WHAT THE EXERCISE ASKS: Compute how many lines in the records below contain the string "Jakkalsvlei" and give that number without other output.

RECORDS PROVIDED:
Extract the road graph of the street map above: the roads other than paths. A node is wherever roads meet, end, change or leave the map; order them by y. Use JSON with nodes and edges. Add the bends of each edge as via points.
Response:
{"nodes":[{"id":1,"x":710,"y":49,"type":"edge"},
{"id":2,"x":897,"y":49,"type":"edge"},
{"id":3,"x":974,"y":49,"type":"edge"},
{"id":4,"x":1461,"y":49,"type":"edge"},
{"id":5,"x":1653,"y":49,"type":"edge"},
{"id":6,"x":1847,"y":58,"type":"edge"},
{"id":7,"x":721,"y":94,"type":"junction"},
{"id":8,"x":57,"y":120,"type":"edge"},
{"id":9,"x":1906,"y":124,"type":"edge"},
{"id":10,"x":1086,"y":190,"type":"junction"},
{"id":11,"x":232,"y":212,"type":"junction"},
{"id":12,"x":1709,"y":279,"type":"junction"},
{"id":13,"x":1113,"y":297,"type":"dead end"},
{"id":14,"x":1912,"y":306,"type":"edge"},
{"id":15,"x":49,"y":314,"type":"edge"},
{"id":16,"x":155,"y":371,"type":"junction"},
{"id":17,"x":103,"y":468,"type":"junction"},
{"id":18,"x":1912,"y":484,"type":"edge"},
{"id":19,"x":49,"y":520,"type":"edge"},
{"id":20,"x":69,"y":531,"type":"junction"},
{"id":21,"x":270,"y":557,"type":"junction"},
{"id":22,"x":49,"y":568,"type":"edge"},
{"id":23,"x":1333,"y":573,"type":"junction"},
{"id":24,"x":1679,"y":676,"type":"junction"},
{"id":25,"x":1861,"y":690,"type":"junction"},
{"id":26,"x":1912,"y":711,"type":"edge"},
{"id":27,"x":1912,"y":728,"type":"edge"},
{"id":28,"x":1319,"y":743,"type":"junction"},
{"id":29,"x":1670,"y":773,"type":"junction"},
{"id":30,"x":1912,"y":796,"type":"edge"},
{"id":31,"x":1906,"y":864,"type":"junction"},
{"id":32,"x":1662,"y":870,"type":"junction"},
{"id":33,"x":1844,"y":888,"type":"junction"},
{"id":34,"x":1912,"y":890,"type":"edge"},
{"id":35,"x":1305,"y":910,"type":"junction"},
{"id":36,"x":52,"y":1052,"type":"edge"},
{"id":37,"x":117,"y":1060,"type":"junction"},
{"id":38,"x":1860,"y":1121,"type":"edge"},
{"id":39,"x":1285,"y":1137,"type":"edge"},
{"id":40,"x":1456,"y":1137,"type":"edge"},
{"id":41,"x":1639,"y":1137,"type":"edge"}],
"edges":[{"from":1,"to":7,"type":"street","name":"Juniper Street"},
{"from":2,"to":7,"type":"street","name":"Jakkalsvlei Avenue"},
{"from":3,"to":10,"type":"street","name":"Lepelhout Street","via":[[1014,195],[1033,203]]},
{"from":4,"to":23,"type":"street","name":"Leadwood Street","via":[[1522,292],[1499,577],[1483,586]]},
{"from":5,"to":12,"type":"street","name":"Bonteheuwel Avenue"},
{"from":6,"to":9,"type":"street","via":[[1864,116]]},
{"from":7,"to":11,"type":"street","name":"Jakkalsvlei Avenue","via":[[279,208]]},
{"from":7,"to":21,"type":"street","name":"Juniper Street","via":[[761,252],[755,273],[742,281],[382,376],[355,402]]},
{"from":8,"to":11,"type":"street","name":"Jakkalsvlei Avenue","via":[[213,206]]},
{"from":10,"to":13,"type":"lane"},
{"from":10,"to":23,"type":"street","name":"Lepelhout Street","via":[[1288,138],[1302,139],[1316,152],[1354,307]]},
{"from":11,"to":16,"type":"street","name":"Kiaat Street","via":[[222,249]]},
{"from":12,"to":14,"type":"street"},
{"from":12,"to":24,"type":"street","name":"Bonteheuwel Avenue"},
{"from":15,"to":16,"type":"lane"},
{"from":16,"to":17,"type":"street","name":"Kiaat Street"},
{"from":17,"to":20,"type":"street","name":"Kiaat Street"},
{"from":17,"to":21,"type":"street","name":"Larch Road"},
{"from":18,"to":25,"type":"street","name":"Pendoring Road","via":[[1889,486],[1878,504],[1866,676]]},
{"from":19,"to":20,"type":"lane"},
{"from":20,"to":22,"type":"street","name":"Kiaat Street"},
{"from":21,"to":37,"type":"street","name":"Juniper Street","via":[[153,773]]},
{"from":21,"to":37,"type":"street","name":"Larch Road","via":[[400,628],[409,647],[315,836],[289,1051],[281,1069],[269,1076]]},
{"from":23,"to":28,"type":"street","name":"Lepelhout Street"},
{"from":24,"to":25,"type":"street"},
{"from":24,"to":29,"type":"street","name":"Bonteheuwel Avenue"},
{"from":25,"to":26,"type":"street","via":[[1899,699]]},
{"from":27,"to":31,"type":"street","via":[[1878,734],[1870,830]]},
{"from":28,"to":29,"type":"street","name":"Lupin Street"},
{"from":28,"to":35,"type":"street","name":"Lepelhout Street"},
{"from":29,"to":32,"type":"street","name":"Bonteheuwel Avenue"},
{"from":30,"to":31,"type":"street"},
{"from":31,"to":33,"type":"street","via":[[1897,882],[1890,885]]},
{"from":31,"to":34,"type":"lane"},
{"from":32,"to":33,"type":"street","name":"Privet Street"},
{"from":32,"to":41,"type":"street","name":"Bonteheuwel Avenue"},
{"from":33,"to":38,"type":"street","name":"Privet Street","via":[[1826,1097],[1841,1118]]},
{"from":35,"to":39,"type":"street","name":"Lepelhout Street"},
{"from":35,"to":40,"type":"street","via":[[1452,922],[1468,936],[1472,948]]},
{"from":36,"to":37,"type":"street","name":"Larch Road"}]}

RESPONSE AREA: 3